Section PF.12 – Practice Problems
Note: If your final answer is a dollar amount then it should be rounded to the nearest cent. (Be sure to review the special rounding rule for loan payments)
1. You can afford a $700.00 per month mortgage payment. You can get a loan at 5% interest for 30 years.
a. What is the largest loan you can afford?
b. How much total money will you pay the loan company?
c. How much of that money is interest?
2. Marie can afford a $250.00 per month car payment. She can get a loan at 7% interest for 5 years.
a. How expensive of a car can she afford?
b. How much total money will she pay the loan company?
c. How much of that money is interest?
3. You can afford a $1,500.00 per month mortgage payment. You can get a loan at 8% interest for 25 years.
a. How big of a loan can you afford
b. How much total money will you pay the loan company?
c. How much of that money is interest?
4. You can afford an $850.00 per month mortgage payment. You can get a loan at 6% interest for 30 years.
a. What is the largest loan you afford?
b. How much total money will you pay the loan company?
c. How much of that money is interest?
5. You want to buy a $28,000.00 car. You can make a 10% down payment, and will finance the balance with a 2% interest rate for 48 months (4 years). What will your monthly payments be?
6. You want to buy a $32,000.00 car. You can make a 10% down payment, and will finance the balance with a 5% interest rate for 36 months (3 years). What will your monthly payments be?
7. You want to buy a $200,000.00 home. You plan to pay 10% as a down payment, and take out a 30-year loan for the rest.
a. How much is the loan amount going to be?
b. What will your monthly payments be if the interest rate is 5%?
c. What will your monthly payments be if the interest rate is 6%?
8. Lynn bought a $300,000.00 house, paying 10% down, and financing the rest at 6% interest for 30 years.
a. Find her monthly payments.
b. How much interest will she pay over the life of the loan?
9. You want to buy a $25,000.00 car. The company is offering a 2% interest rate for 48 months (4 years). What will your monthly payments be?
10. You want to buy a $33,000.00 car. The company is offering a 4% interest rate for 36 months (3 years). What will your monthly payments be?
11. You want to buy a $16,000.00 car. The company is offering a 3% interest rate for 48 months (4 years). What will your monthly payments be?
12. You decide to finance a $12,000.00 car at a 3% interest rate for 4 years.
a. What will your monthly payments be?
b. How much interest will you pay over the life of the loan?
13. Emily bought a car for $24,000.00 three years ago. She financed the car and the loan had a 5-year term at a 3% interest rate. Her monthly payment is $431.25.
a. How much does she still owe on the car after three years?
b. If the car’s value is now $15,000.00 then how much equity does she have in the car now?

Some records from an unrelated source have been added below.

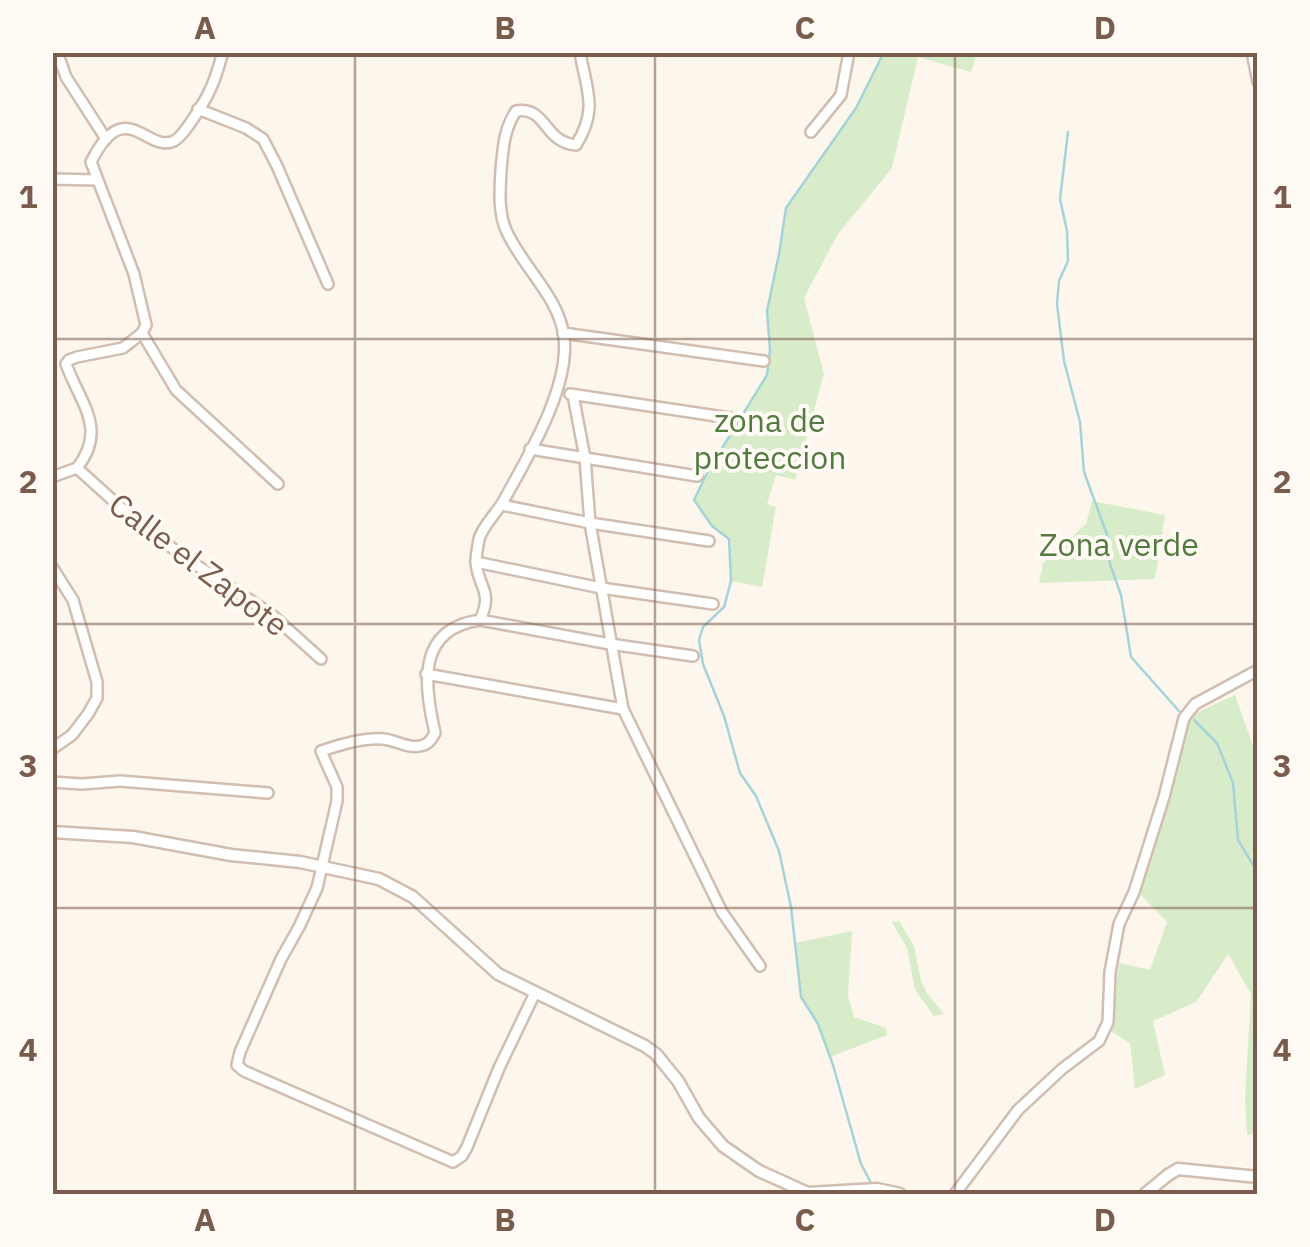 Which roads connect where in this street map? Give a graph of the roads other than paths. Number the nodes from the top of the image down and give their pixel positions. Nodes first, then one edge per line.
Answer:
1 (57, 52) edge
2 (223, 52) edge
3 (580, 52) edge
4 (850, 52) edge
5 (1252, 52) edge
6 (1258, 82) edge
7 (198, 108) junction
8 (811, 132) dead end
9 (106, 139) junction
10 (52, 179) edge
11 (97, 180) junction
12 (328, 284) dead end
13 (564, 333) junction
14 (142, 334) junction
15 (764, 360) dead end
16 (558, 392) junction
17 (574, 395) junction
18 (730, 418) dead end
19 (530, 449) junction
20 (585, 458) junction
21 (77, 468) junction
22 (52, 476) edge
23 (697, 476) dead end
24 (278, 484) dead end
25 (502, 505) junction
26 (590, 523) junction
27 (709, 541) dead end
28 (476, 562) junction
29 (52, 567) edge
30 (601, 588) junction
31 (714, 604) dead end
32 (480, 620) junction
33 (610, 644) junction
34 (694, 656) dead end
35 (322, 659) dead end
36 (1258, 670) edge
37 (426, 674) junction
38 (623, 709) junction
39 (52, 749) edge
40 (52, 782) edge
41 (268, 792) dead end
42 (52, 832) edge
43 (323, 866) junction
44 (760, 966) dead end
45 (535, 993) junction
46 (1258, 1177) edge
47 (900, 1194) edge
48 (955, 1194) edge
49 (1145, 1194) edge

1 - 9 street
2 - 7 street
3 - 13 street
4 - 8 street
5 - 6 street
7 - 9 street
7 - 12 street
9 - 11 street
10 - 11 street
11 - 14 street
13 - 15 street
13 - 16 street
14 - 21 street, Calle el Zapote
14 - 24 street
16 - 17 street
16 - 19 street
17 - 18 street
17 - 20 street
19 - 20 street
19 - 25 street
20 - 23 street
20 - 26 street
21 - 22 street, Calle el Zapote
21 - 35 street, Calle el Zapote
25 - 26 street
25 - 28 street
26 - 27 street
26 - 30 street
28 - 30 street
28 - 32 street
29 - 39 street
30 - 31 street
30 - 33 street
32 - 33 street
32 - 37 street
33 - 34 street
33 - 38 street
36 - 48 street
37 - 38 street
37 - 43 street
38 - 44 street
40 - 41 street
42 - 43 street
43 - 45 street
43 - 45 street
45 - 47 street
46 - 49 street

14. A friend bought a house 15 years ago, taking out a $120,000.00 mortgage at a 6% interest rate for 30 years. Her monthly payment is $719.47.
a. How much does she still owe on the mortgage after 15 years?
b. If the house’s value is now $280,000.00 then how much equity does she have in the house now?
15. The cost of a home you want to purchase is $200,000.00. To qualify for a mortgage, your lender wants a 10% down payment. Your mortgage interest rate is 3% for 30 years and you have to pay three points.
a. How much money do you need for the down payment?
b. How much will your mortgage be?
c. How much will you have to pay for the points?
d. What will your monthly mortgage payment be?
e. By the end of the loan, what will be the total of all your payments?
f. What is the total interest you will have paid on your mortgage by the end of the loan?
g. Construct the first three months of an amortization table for the mortgage.
16. The cost of a home you want to purchase is $140,000.00. To qualify for a mortgage, your lender wants a 20% down payment. Your mortgage interest rate is 5% for 15 years and you have to pay one point.
a. How much money do you need for the down payment?
b. How much will your mortgage be?
c. How much will you have to pay for the point?
d. What will your monthly mortgage payment be?
e. By the end of the loan, what will be the total of all your payments?
f. What is the total interest you will have paid on your mortgage by the end of the loan?
g. Construct the first three months of an amortization table for the mortgage.
17. You have purchased a car using a $11,000.00 loan at an interest rate of 4% for 5 years.
a. How much will your monthly payment be?
b. By the end of the loan, what will be the total of all your payments?
c. What is the total interest you will have paid by the end of the loan?
d. Construct the first three months of an amortization table for the car loan.
18. You have purchased a car using a $15,000.00 loan at an interest rate of 6% for 5 years.
a. How much will your monthly payment be?
b. By the end of the loan, what will be the total of all your payments?
c. What is the total interest you will have paid by the end of the loan?
d. Construct the first three months of an amortization table for the car loan.